Kamen. Vor lauter Jauchzen und Jubeln können sie die Münder kaum schließen. Mit riesengroßen Augen sitzen Evelyn und Finja in der schaukelnden Gondel und kreisen eine Runde nach der anderen über dem Alten Markt. Ja, noch einmal!, rufen die beiden Dreijährigen laut. Jetzt dürfen sie rückwärts den Drehwurm jagen.
Das war ein echtes Riesenrad!, kann es Finja kaum fassen. Es sieht ganz anders aus als alles, was sie von der normalen Kirmes kennt. Hier auf dem Hansemarkt drehen zwei Männer synchron an einer Handkurbel, um das Rad in Bewegung zu bringen. Alles ist aus Holz und Metall. Was Evelyn und Finja nicht wissen: Sie haben in einem historischen Rekord-Objekt gesessen. Es handelt sich um den Nachbau des kleinsten Riesenrads der Welt. Um 1600 wirbelte das gute Stück in Augsburg Adlige durch die Lüfte. Ein Künstler hat es nach Originalplänen rekonstruiert nicht ohne Sicherheitsaspekte den modernen TÜV-Anforderungen anpassen zu müssen.

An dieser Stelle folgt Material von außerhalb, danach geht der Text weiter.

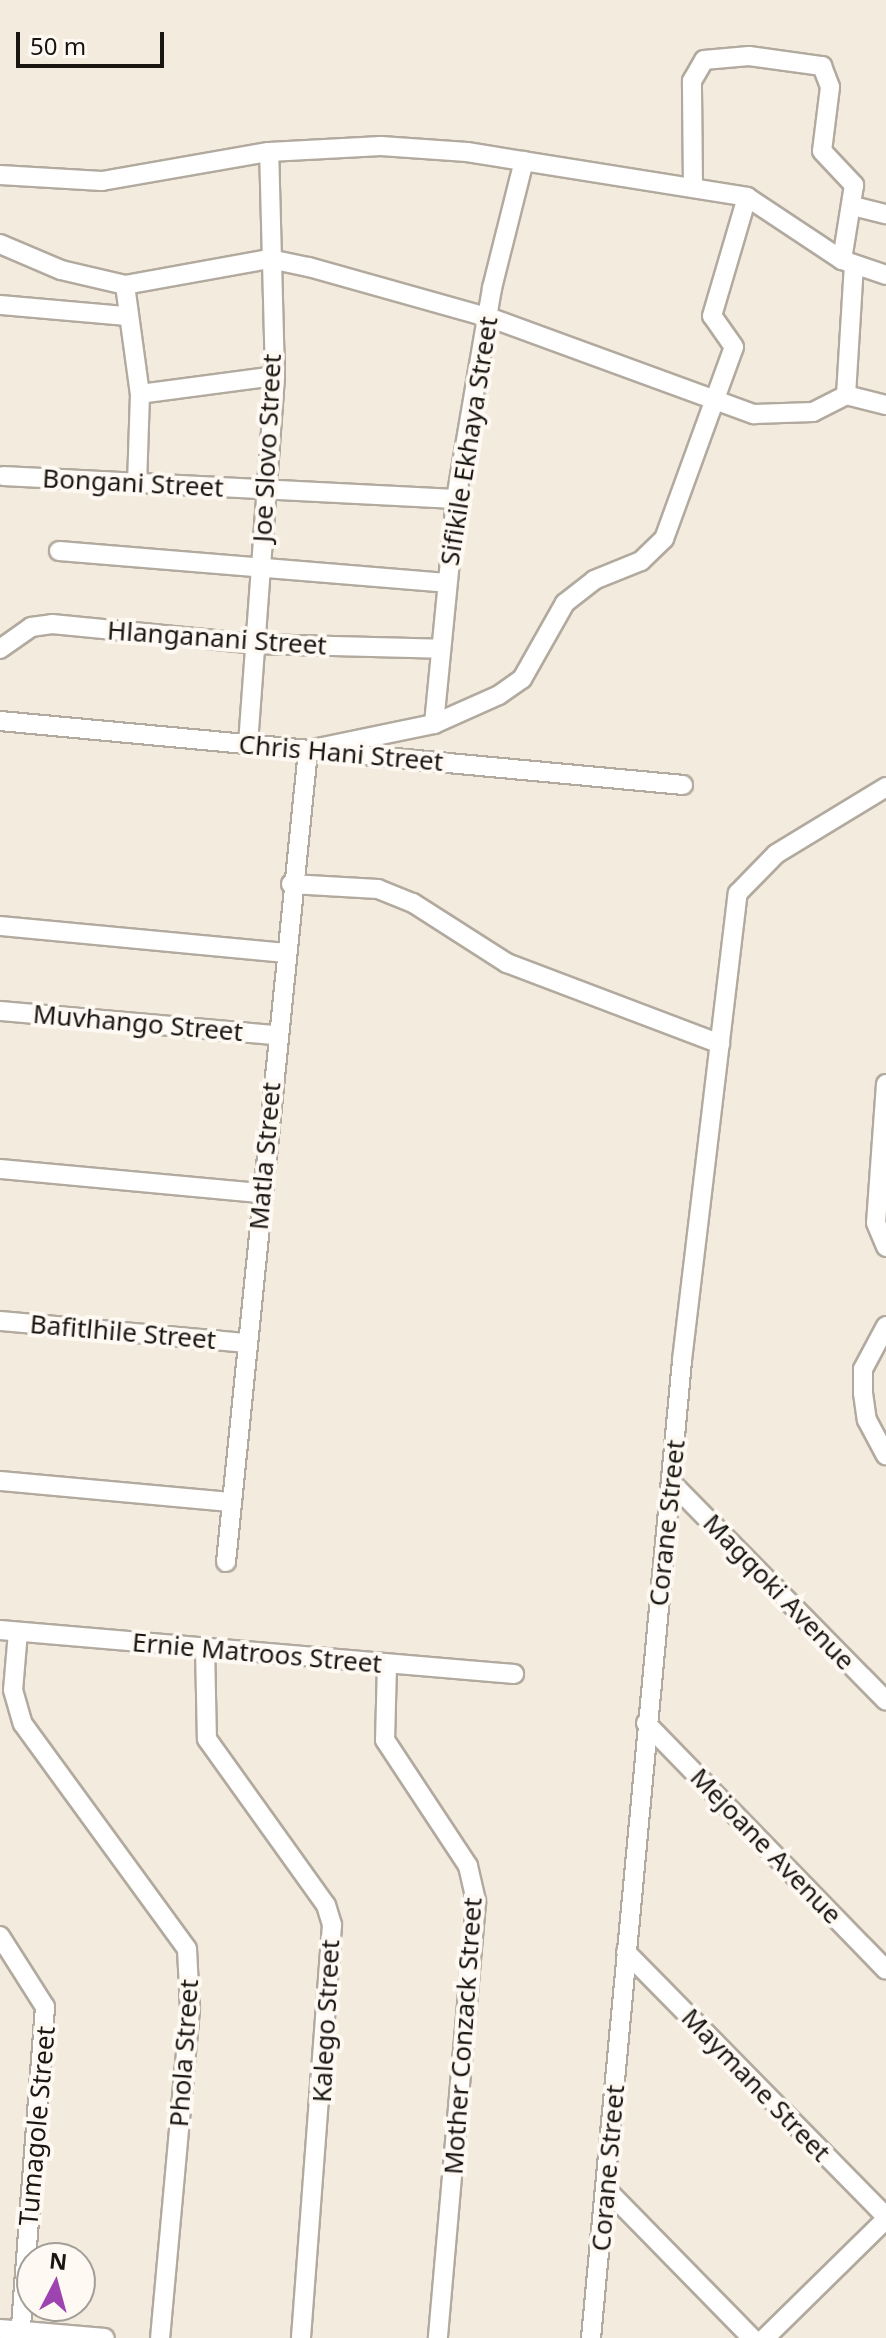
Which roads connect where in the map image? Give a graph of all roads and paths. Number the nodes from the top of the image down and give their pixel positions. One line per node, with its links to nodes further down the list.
1 (269, 152): 2 (street); 3 (street); 9 (street, Joe Slovo Street)
2 (524, 161): 4 (street); 15 (street, Sifikile Ekhaya Street)
3 (0, 175)
4 (693, 185): 5 (street); 6 (street)
5 (747, 197): 10 (street); 19 (street)
6 (853, 206): 7 (street); 10 (street)
7 (886, 214)
8 (0, 244): 12 (street)
9 (270, 259): 12 (street); 15 (street); 16 (street, Joe Slovo Street)
10 (848, 263): 11 (street); 18 (street)
11 (886, 275)
12 (125, 285): 14 (street)
13 (0, 305): 14 (street)
14 (127, 316): 17 (street)
15 (491, 318): 19 (street); 24 (street, Sifikile Ekhaya Street)
16 (275, 376): 17 (street); 23 (street, Joe Slovo Street)
17 (140, 394): 22 (street)
18 (846, 395): 19 (street); 20 (street)
19 (709, 402): 32 (street)
20 (886, 405)
21 (3, 476): 22 (street, Bongani Street)
22 (137, 483): 23 (street, Bongani Street)
23 (266, 489): 24 (street, Bongani Street); 26 (street, Joe Slovo Street)
24 (456, 499): 27 (street, Sifikile Ekhaya Street)
25 (59, 551): 26 (street)
26 (261, 569): 27 (street); 28 (street, Joe Slovo Street)
27 (447, 583): 30 (street, Sifikile Ekhaya Street)
28 (255, 644): 29 (street, Hlanganani Street); 30 (street, Hlanganani Street); 33 (street, Joe Slovo Street)
29 (0, 649)
30 (441, 649): 32 (street, Sifikile Ekhaya Street)
31 (0, 721): 33 (street, Chris Hani Street)
32 (434, 724): 34 (street)
33 (248, 744): 34 (street, Chris Hani Street)
34 (308, 750): 35 (street, Chris Hani Street); 37 (street, Matla Street)
35 (683, 785)
36 (886, 787): 42 (street, Corane Street)
37 (291, 884): 39 (street, Matla Street); 42 (street)
38 (0, 926): 39 (street)
39 (285, 953): 41 (street, Matla Street)
40 (0, 1011): 41 (street, Muvhango Street)
41 (276, 1035): 45 (street, Matla Street)
42 (720, 1044): 52 (street, Corane Street)
43 (886, 1084): 46 (street)
44 (0, 1169): 45 (street)
45 (261, 1193): 49 (street, Matla Street)
46 (886, 1247)
47 (0, 1321): 49 (street, Bafitlhile Street)
48 (886, 1326): 50 (street)
49 (247, 1343): 53 (street, Matla Street)
50 (886, 1455)
51 (0, 1481): 53 (street)
52 (672, 1483): 59 (street, Magqoki Avenue); 60 (street, Corane Street)
53 (232, 1502): 54 (street, Matla Street)
54 (226, 1562)
55 (9, 1631): 56 (street, Ernie Matroos Street); 69 (street, Phola Street)
56 (205, 1647): 57 (street, Ernie Matroos Street); 70 (street, Kalego Street)
57 (387, 1665): 58 (street, Ernie Matroos Street); 71 (street, Mother Conzack Street)
58 (514, 1674)
59 (886, 1701)
60 (646, 1723): 62 (street, Corane Street); 63 (street, Mejoane Avenue)
61 (0, 1936): 67 (street, Tumagole Street)
62 (626, 1952): 64 (street, Corane Street); 65 (street, Maymane Street)
63 (886, 1970)
64 (607, 2190): 72 (street, Corane Street); 73 (street)
65 (886, 2218): 74 (street)
66 (0, 2329): 67 (street)
67 (20, 2334): 68 (street)
68 (105, 2338)
69 (160, 2338)
70 (301, 2338)
71 (438, 2338)
72 (591, 2338)
73 (752, 2338)
74 (765, 2338)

Mit dem TÜV hatten die Ritter der Hansezeit nichts am Hut. Wenn sie eine holde Jungfrau und ihre Schatztruhe verteidigen mussten, waren Schwert, Schild und Rüstung der einzige Schutz. Der Rest war reine Kampfkunst. Die haben sich die Ritter der tschechischen Gruppe Herold selbst beigebracht. Schwerter, Rüstungen, Stiefel, Morgensterne, Ritterzelte und Röcke: Alles ist nach historischen Vorbildern selbst gemacht von vereinseigenen Schmieden und Schneiderinnen. Beim Hansemarkt ließen sie zum ersten Mal die Klingen klirren.
Etwas ruhiger ging es dagegen am Schleif-Wagen von Jan Lippinkhoff zu. Vor 30 Jahren zog er mit dem Gefährt Baujahr 1924 noch durch die holländischen Dörfer, um Scheren und Messer zu schleifen. Nur wenige Kamener brachten jedoch ihre stumpfen Schneidewerkzeuge auf den Hansemarkt, um sie mit den vom Fußpedal in Schwingung versetzten Schleifsteinen schärfen zu lassen. Dabei ist gerade das wieder Trend. Vielleicht faszinierte auch der Gaukler zu sehr mit Eiern, die er mit der Pfanne aus der Luft fing und mit Fackeln in Spiegeleier verwandelte. Vielleicht lockten auch die Stände für den mittelalterlichen Messerwurf, Pfeilschuss und das Eierknacken mehr.
Mancher kam mit seinen Kindern auch nur mühsam von den Verschlägen für kapitale Hausschweine, riesige Truthähne, kleine Hühnerküken, Schafe und im Brunnen planschende Enten fort. Ein Pony-Ausritt jagte den nächsten. Wenn nicht die Schmiede und Nietenmacher die eigenen Fähigkeiten herausforderten, dann bestaunten Kinderaugen fasziniert stundenlang die Flachsgruppe vom Heimatverein Wulfen. Die verwandelten dürren Flachs vor aller Augen mit Riffel, Röste, Brake, Schwinge und Hechel nach altem Handwerk in robustes Leinen ganz so wie zu Hansezeiten.